Box2D is a 2D physics engine written in C++ that is developed by Erin Catto. Box2D powers some of the most popular 2D mobile games. This engine has been ported to many other languages, such as C#, Java, Java script, and Action script. It's worth reading through the source of Box2D Lite before getting into the advanced features of Box2D.

https://github.com/erincatto/Box2D

The dyn4j is a 2D collision detection and physics engine written in Java. The engine is robust and provides a feature set comparable to Box2D. What really sets this engine apart is the accompanying website. The dyn4j blog (http://www.dyn4j.org) provides clear and concise examples and tutorials for many advanced physics topics.

The Bullet physics engine is probably the most popular open source 3D physics engine out there. The engine implements many cutting-edge algorithms and techniques. Some of the more advanced features of the engine are hard to find documentation on; they are only described in academic papers.
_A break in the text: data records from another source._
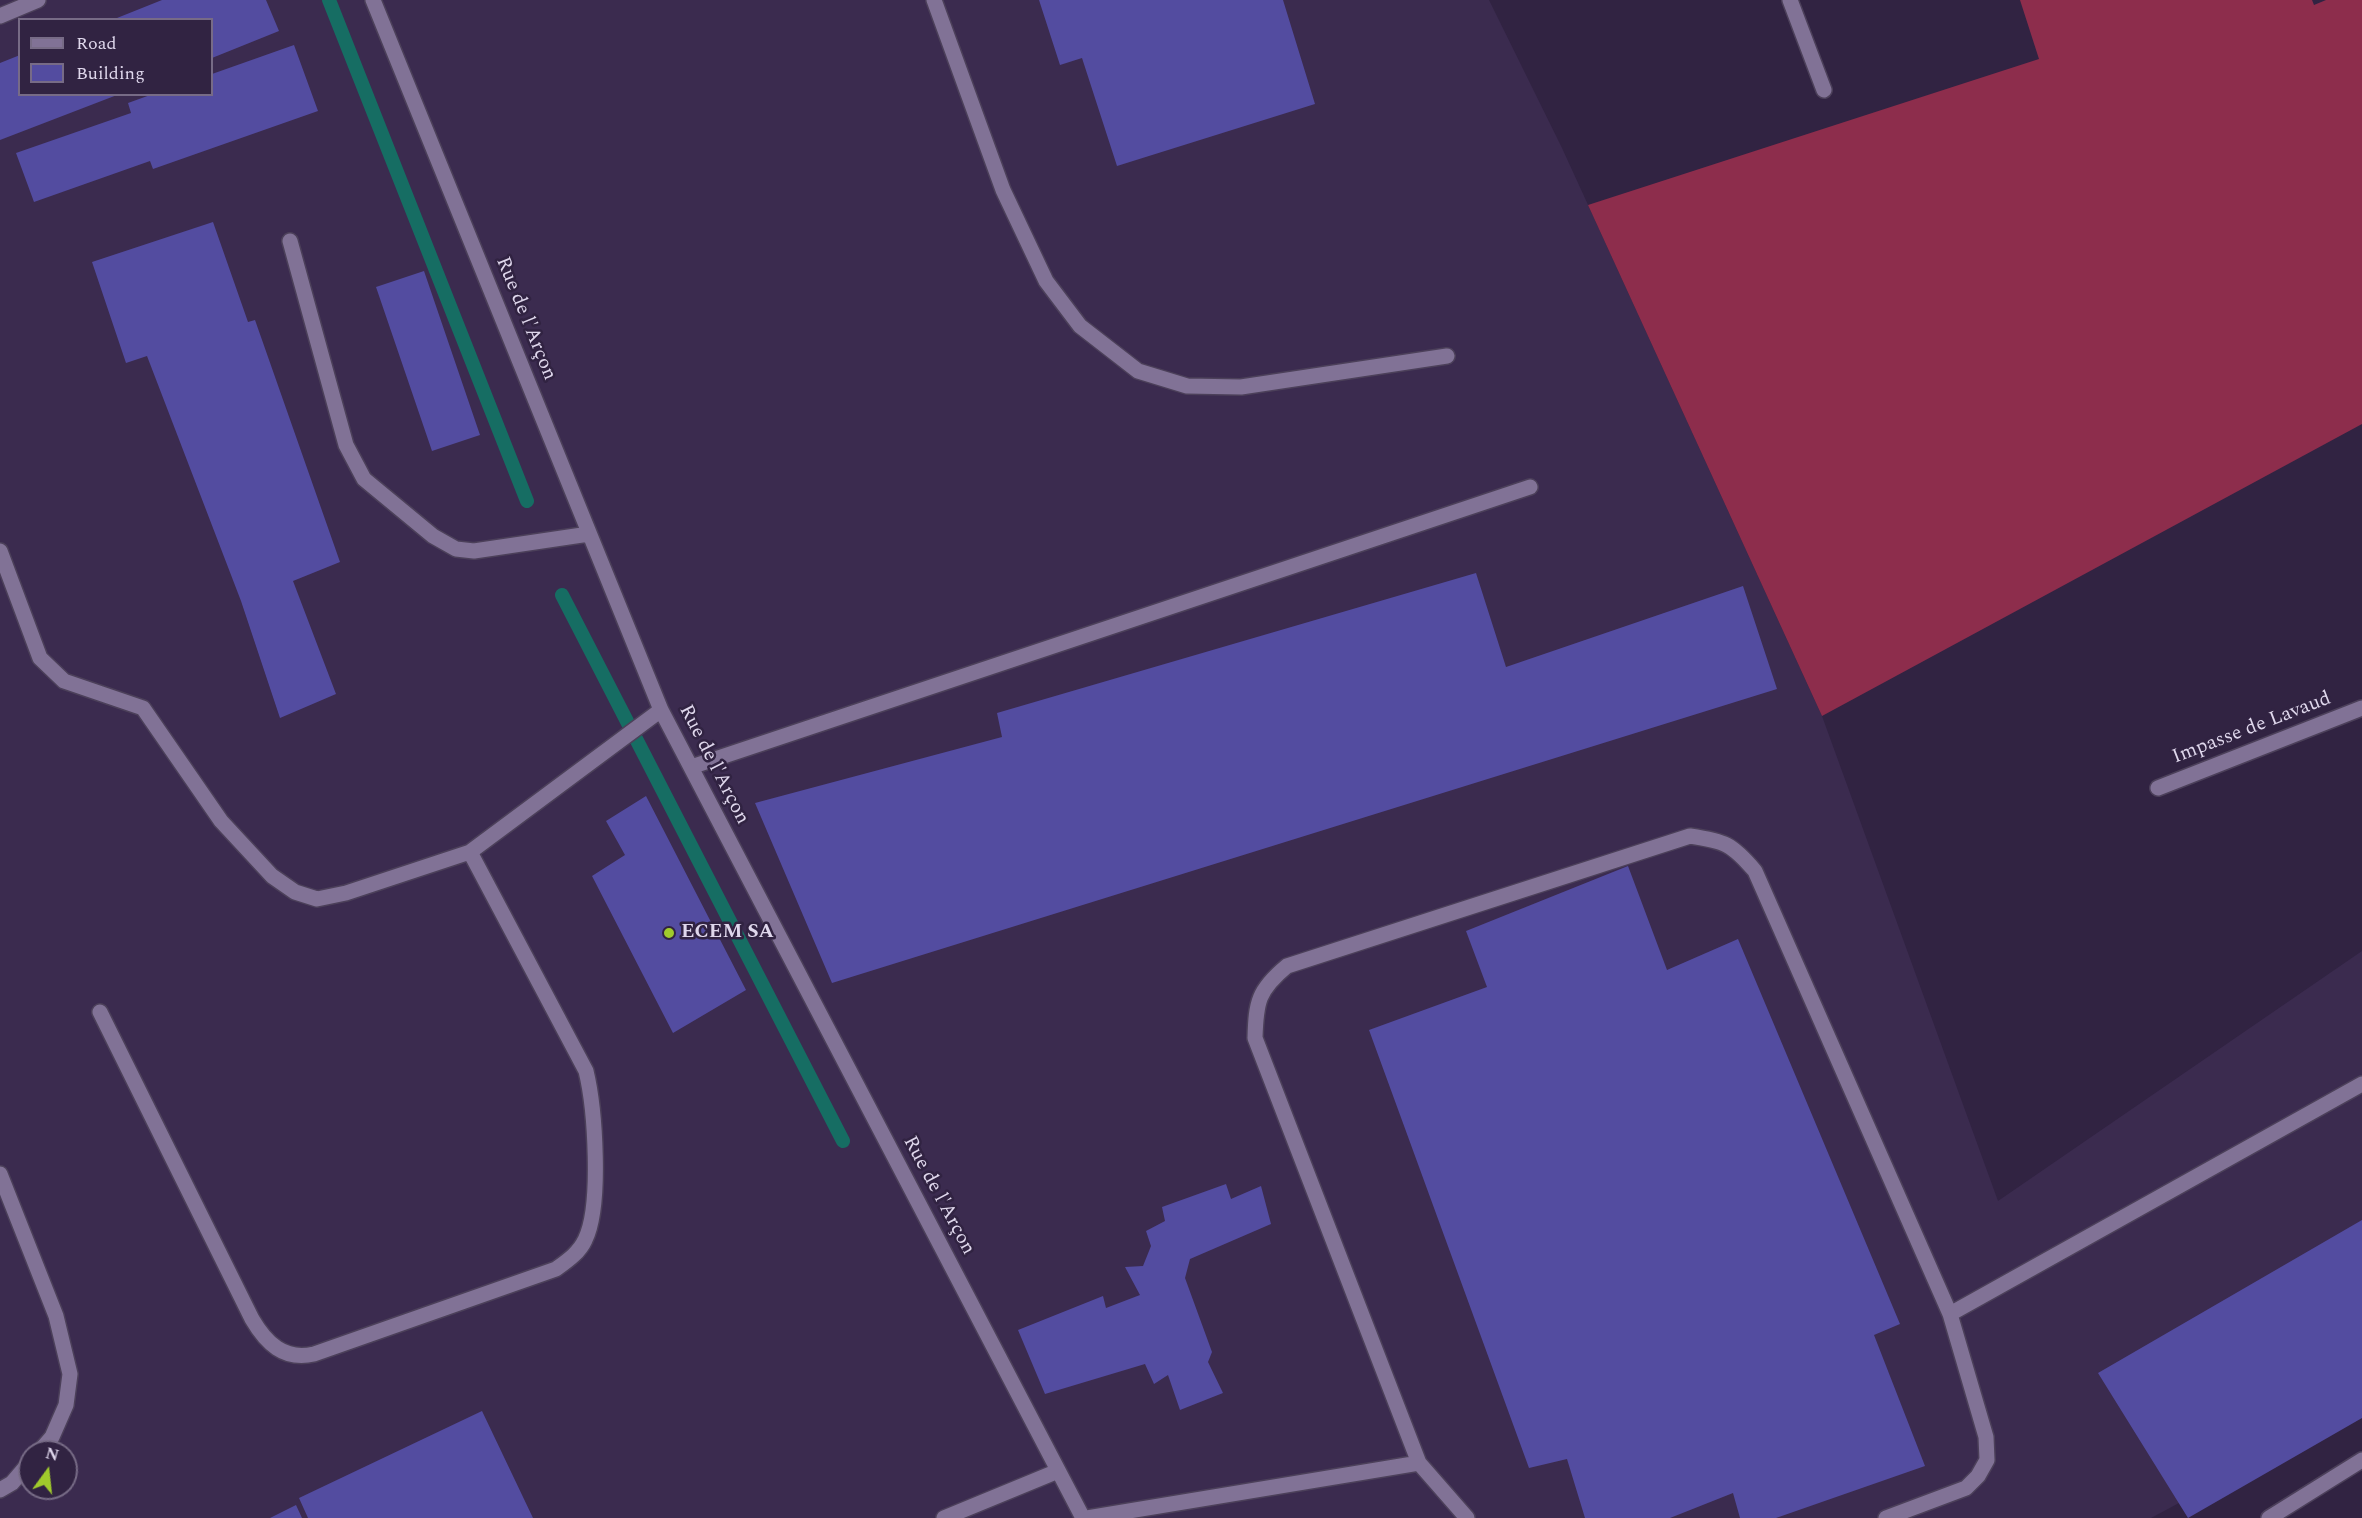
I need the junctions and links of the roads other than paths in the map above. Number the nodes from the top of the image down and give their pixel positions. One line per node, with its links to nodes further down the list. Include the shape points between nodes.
1 (38, 0): 5 (street)
2 (373, 0): 10 (street, Rue de l'Arçon)
3 (934, 0): 8 (street, via 1003,190 1046,281 1080,326 1138,371 1187,386 1241,387)
4 (1790, 0): 6 (street)
5 (0, 16)
6 (1824, 90)
7 (290, 241): 10 (street, via 346,445 364,479 433,536 456,549 474,551)
8 (1447, 356)
9 (1530, 487): 14 (street)
10 (589, 534): 13 (street, Rue de l'Arçon)
11 (0, 551): 16 (street, via 40,658 48,668 64,681 143,708 221,821 272,876 295,892 317,899 346,893)
12 (2362, 708): 15 (street, Impasse de Lavaud)
13 (661, 710): 14 (street, Rue de l'Arçon); 16 (street)
14 (691, 767): 24 (street, Rue de l'Arçon)
15 (2158, 789)
16 (470, 852): 17 (street, via 586,1071 591,1093 595,1200 585,1240 556,1269 314,1354 301,1357 283,1352 263,1338 252,1319)
17 (100, 1012)
18 (2362, 1084): 20 (street)
19 (0, 1174): 21 (street, via 56,1316 70,1374 66,1405)
20 (1950, 1314): 23 (street, via 1755,871 1737,850 1716,840 1690,836 1287,966 1269,981 1261,996 1255,1038); 30 (street, via 1986,1437 1987,1460 1966,1488)
21 (49, 1440)
22 (2362, 1460): 31 (street)
23 (1419, 1463): 28 (street); 29 (street)
24 (1058, 1471): 27 (street); 28 (street, Rue de l'Arçon)
25 (18, 1476): 26 (street)
26 (0, 1490)
27 (944, 1518)
28 (1085, 1518)
29 (1467, 1518)
30 (1886, 1518)
31 (2269, 1518)

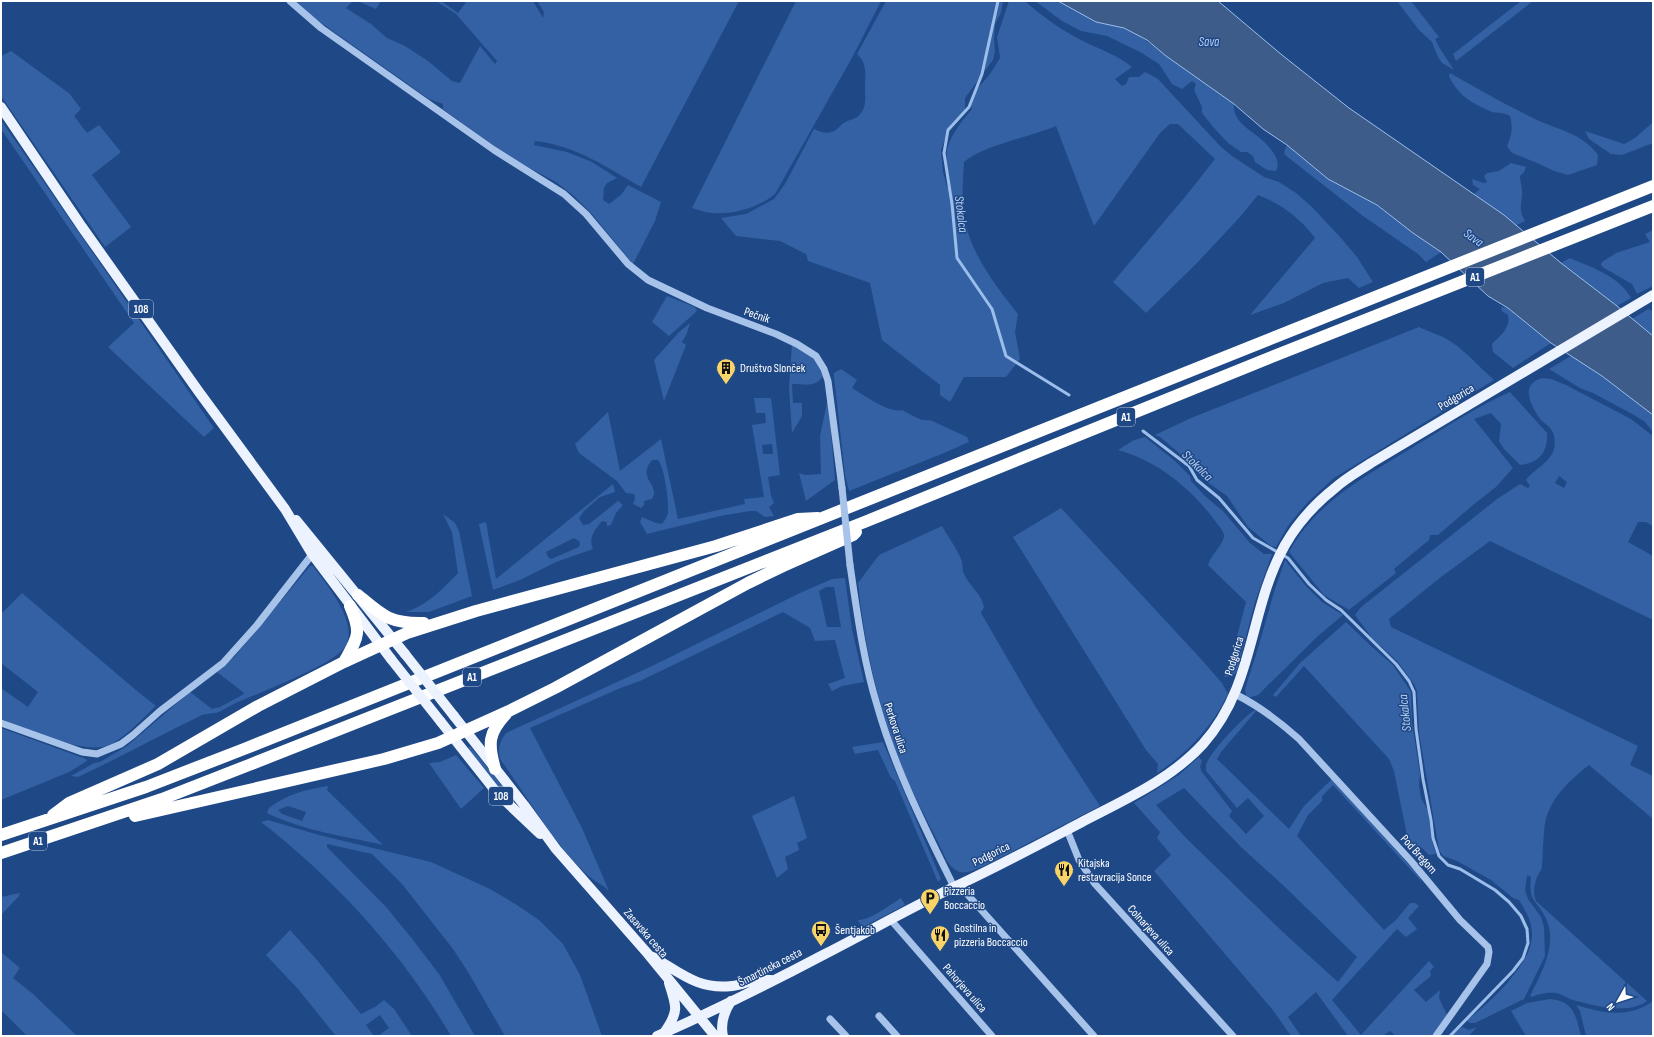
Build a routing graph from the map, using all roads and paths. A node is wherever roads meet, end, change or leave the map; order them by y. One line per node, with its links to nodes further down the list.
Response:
1 (290, 1): 9 (street, Pečnik, bridge)
2 (1, 107): 8 (main road, 108)
3 (1653, 186): 6 (highway, A1)
4 (1653, 206): 7 (highway, A1)
5 (1653, 295): 16 (main road, Podgorica)
6 (827, 517): 12 (highway); 22 (highway, A1)
7 (867, 521): 17 (highway); 23 (highway, A1)
8 (315, 550): 10 (main road, 108); 11 (main road, 108); 18 (street)
9 (850, 565): 28 (street, Perkova ulica)
10 (358, 595): 12 (highway); 13 (main road, 108)
11 (350, 606): 14 (main road, 108); 15 (highway)
12 (445, 620): 13 (highway)
13 (394, 639): 14 (highway); 19 (main road, Zasavska cesta / 108, bridge)
14 (381, 645): 15 (highway); 20 (main road, 108, bridge)
15 (344, 662): 22 (highway)
16 (1236, 694): 24 (main road, Podgorica); 45 (street, Pod Bregom)
17 (509, 711): 19 (highway); 21 (highway)
18 (1, 724)
19 (466, 731): 20 (highway); 21 (main road, Zasavska cesta / 108)
20 (452, 737): 23 (highway); 26 (main road, Zasavska cesta / 108)
21 (496, 769): 26 (main road, Zasavska cesta / 108)
22 (45, 821): 25 (highway, A1)
23 (76, 829): 27 (highway, A1)
24 (1067, 830): 28 (main road, Podgorica); 44 (street, Colnarjeva ulica)
25 (1, 835)
26 (556, 849): 30 (main road, Zasavska cesta / 108)
27 (1, 853)
28 (957, 886): 29 (main road, Šmartinska cesta); 43 (street)
29 (890, 919): 32 (main road, Šmartinska cesta); 42 (street, Pahorjeva ulica)
30 (648, 954): 31 (main road, Zasavska cesta / 108); 32 (main road)
31 (667, 977): 35 (main road, Zasavska cesta / 108); 37 (main road)
32 (773, 980): 33 (main road, Šmartinska cesta)
33 (731, 1001): 35 (main road, Šmartinska cesta); 39 (main road)
34 (879, 1016): 41 (street)
35 (700, 1017): 37 (main road); 38 (main road, Zasavska cesta / 108)
36 (830, 1019): 40 (street)
37 (660, 1034)
38 (715, 1036)
39 (723, 1036)
40 (846, 1036)
41 (897, 1036)
42 (992, 1036)
43 (1094, 1036)
44 (1233, 1036)
45 (1436, 1036)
Bullet is large and feature rich, it is used in everything from games to robotics. http://bulletphysics.org/wordpress

The Open Dynamics Engine (ODE) is a high-performance physics library written in C++. ODE is an older engine, which receives infrequent updates. The source code for the engine is well written and easy to understand. ODE has been used to ship several AAA commercial games as well as robotics. http://www.ode.org

JigLib is an experimental physics engine that has a very clean, well-organized, and easy-to-follow source code. The engine has been ported to C#, Java, Java script, Action script, and other languages. The engine is stable; it runs well even on older hardware.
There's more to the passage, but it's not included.